■ Problem statement:
Set down every record below exactly as it stands, minus the pictures.

(Dataset entries)
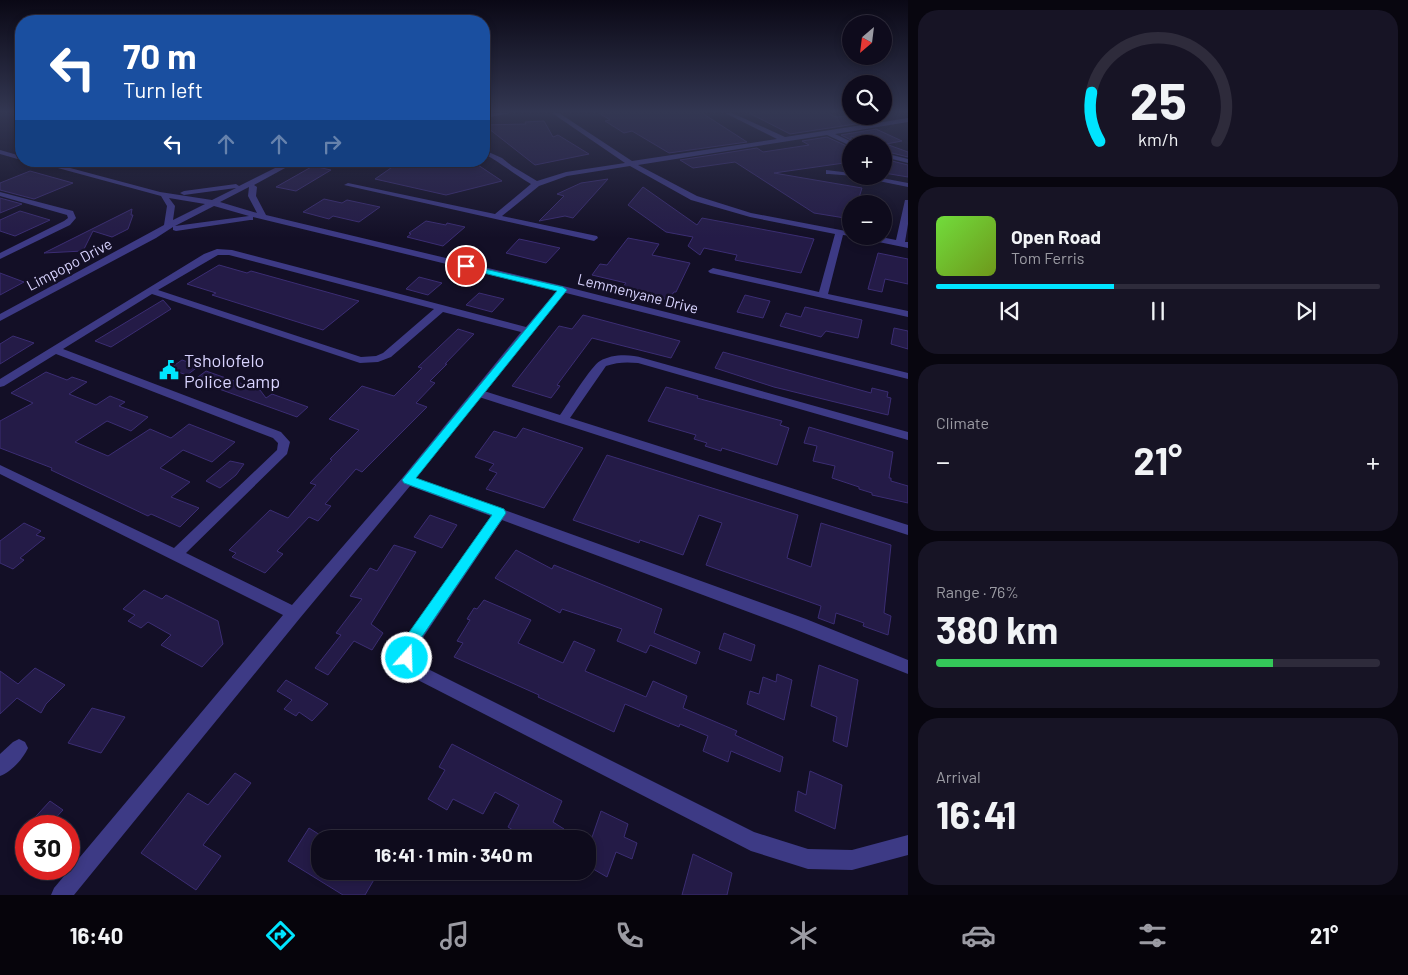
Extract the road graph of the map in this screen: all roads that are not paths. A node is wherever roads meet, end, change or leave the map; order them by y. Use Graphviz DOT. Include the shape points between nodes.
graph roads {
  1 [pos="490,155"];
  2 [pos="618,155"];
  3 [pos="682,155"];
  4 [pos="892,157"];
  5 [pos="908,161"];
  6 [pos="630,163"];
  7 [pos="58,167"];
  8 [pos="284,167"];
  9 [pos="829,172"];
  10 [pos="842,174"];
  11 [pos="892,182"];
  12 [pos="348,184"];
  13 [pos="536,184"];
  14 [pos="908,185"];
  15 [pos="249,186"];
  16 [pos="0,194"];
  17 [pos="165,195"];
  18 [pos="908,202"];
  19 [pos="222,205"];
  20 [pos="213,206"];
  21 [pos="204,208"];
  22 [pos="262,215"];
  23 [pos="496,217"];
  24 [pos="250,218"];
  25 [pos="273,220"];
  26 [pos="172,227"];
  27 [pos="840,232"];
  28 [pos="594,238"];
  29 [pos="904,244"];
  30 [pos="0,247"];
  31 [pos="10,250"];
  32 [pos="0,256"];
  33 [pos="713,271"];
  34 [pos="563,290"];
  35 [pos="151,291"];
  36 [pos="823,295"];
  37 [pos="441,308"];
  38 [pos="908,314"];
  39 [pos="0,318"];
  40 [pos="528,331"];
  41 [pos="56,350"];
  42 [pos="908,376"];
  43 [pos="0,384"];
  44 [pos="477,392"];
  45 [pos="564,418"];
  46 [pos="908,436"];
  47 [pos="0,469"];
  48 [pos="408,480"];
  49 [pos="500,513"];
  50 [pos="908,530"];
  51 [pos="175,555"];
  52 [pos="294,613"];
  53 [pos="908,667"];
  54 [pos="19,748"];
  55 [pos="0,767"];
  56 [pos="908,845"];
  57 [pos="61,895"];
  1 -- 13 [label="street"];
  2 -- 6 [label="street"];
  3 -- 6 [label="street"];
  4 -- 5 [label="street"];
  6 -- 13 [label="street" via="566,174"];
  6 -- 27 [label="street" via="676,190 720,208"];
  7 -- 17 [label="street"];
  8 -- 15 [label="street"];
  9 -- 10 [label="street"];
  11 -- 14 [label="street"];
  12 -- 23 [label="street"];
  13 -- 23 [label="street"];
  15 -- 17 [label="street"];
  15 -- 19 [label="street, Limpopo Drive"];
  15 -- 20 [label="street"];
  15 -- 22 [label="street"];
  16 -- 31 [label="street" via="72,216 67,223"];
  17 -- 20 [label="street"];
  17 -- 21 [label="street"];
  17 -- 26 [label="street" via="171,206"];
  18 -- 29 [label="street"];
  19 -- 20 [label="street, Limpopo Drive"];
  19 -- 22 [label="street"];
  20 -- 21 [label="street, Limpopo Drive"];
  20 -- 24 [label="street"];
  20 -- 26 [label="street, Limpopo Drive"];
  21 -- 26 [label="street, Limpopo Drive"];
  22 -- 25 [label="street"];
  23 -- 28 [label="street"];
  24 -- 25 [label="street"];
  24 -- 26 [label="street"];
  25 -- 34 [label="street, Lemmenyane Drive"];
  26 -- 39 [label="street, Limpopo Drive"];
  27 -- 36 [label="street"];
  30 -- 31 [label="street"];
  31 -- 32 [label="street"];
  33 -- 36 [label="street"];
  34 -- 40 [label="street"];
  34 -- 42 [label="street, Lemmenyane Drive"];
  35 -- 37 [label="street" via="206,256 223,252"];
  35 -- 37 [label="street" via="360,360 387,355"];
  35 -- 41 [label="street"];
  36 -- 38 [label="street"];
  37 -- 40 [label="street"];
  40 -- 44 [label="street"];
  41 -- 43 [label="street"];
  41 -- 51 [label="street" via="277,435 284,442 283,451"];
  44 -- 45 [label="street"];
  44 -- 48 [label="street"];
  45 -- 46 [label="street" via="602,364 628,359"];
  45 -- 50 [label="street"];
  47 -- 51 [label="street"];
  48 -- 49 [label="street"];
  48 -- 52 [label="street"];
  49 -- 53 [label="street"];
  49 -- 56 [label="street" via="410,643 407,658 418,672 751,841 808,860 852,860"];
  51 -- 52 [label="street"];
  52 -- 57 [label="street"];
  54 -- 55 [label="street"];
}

■ Result for this exercise:
Extract the road graph of the map in this screen: all roads that are not paths. A node is wherever roads meet, end, change or leave the map; order them by y. Use Graphviz DOT. Include the shape points between nodes.
graph roads {
  1 [pos="490,155"];
  2 [pos="618,155"];
  3 [pos="682,155"];
  4 [pos="892,157"];
  5 [pos="908,161"];
  6 [pos="630,163"];
  7 [pos="58,167"];
  8 [pos="284,167"];
  9 [pos="829,172"];
  10 [pos="842,174"];
  11 [pos="892,182"];
  12 [pos="348,184"];
  13 [pos="536,184"];
  14 [pos="908,185"];
  15 [pos="249,186"];
  16 [pos="0,194"];
  17 [pos="165,195"];
  18 [pos="908,202"];
  19 [pos="222,205"];
  20 [pos="213,206"];
  21 [pos="204,208"];
  22 [pos="262,215"];
  23 [pos="496,217"];
  24 [pos="250,218"];
  25 [pos="273,220"];
  26 [pos="172,227"];
  27 [pos="840,232"];
  28 [pos="594,238"];
  29 [pos="904,244"];
  30 [pos="0,247"];
  31 [pos="10,250"];
  32 [pos="0,256"];
  33 [pos="713,271"];
  34 [pos="563,290"];
  35 [pos="151,291"];
  36 [pos="823,295"];
  37 [pos="441,308"];
  38 [pos="908,314"];
  39 [pos="0,318"];
  40 [pos="528,331"];
  41 [pos="56,350"];
  42 [pos="908,376"];
  43 [pos="0,384"];
  44 [pos="477,392"];
  45 [pos="564,418"];
  46 [pos="908,436"];
  47 [pos="0,469"];
  48 [pos="408,480"];
  49 [pos="500,513"];
  50 [pos="908,530"];
  51 [pos="175,555"];
  52 [pos="294,613"];
  53 [pos="908,667"];
  54 [pos="19,748"];
  55 [pos="0,767"];
  56 [pos="908,845"];
  57 [pos="61,895"];
  1 -- 13 [label="street"];
  2 -- 6 [label="street"];
  3 -- 6 [label="street"];
  4 -- 5 [label="street"];
  6 -- 13 [label="street" via="566,174"];
  6 -- 27 [label="street" via="676,190 720,208"];
  7 -- 17 [label="street"];
  8 -- 15 [label="street"];
  9 -- 10 [label="street"];
  11 -- 14 [label="street"];
  12 -- 23 [label="street"];
  13 -- 23 [label="street"];
  15 -- 17 [label="street"];
  15 -- 19 [label="street, Limpopo Drive"];
  15 -- 20 [label="street"];
  15 -- 22 [label="street"];
  16 -- 31 [label="street" via="72,216 67,223"];
  17 -- 20 [label="street"];
  17 -- 21 [label="street"];
  17 -- 26 [label="street" via="171,206"];
  18 -- 29 [label="street"];
  19 -- 20 [label="street, Limpopo Drive"];
  19 -- 22 [label="street"];
  20 -- 21 [label="street, Limpopo Drive"];
  20 -- 24 [label="street"];
  20 -- 26 [label="street, Limpopo Drive"];
  21 -- 26 [label="street, Limpopo Drive"];
  22 -- 25 [label="street"];
  23 -- 28 [label="street"];
  24 -- 25 [label="street"];
  24 -- 26 [label="street"];
  25 -- 34 [label="street, Lemmenyane Drive"];
  26 -- 39 [label="street, Limpopo Drive"];
  27 -- 36 [label="street"];
  30 -- 31 [label="street"];
  31 -- 32 [label="street"];
  33 -- 36 [label="street"];
  34 -- 40 [label="street"];
  34 -- 42 [label="street, Lemmenyane Drive"];
  35 -- 37 [label="street" via="206,256 223,252"];
  35 -- 37 [label="street" via="360,360 387,355"];
  35 -- 41 [label="street"];
  36 -- 38 [label="street"];
  37 -- 40 [label="street"];
  40 -- 44 [label="street"];
  41 -- 43 [label="street"];
  41 -- 51 [label="street" via="277,435 284,442 283,451"];
  44 -- 45 [label="street"];
  44 -- 48 [label="street"];
  45 -- 46 [label="street" via="602,364 628,359"];
  45 -- 50 [label="street"];
  47 -- 51 [label="street"];
  48 -- 49 [label="street"];
  48 -- 52 [label="street"];
  49 -- 53 [label="street"];
  49 -- 56 [label="street" via="410,643 407,658 418,672 751,841 808,860 852,860"];
  51 -- 52 [label="street"];
  52 -- 57 [label="street"];
  54 -- 55 [label="street"];
}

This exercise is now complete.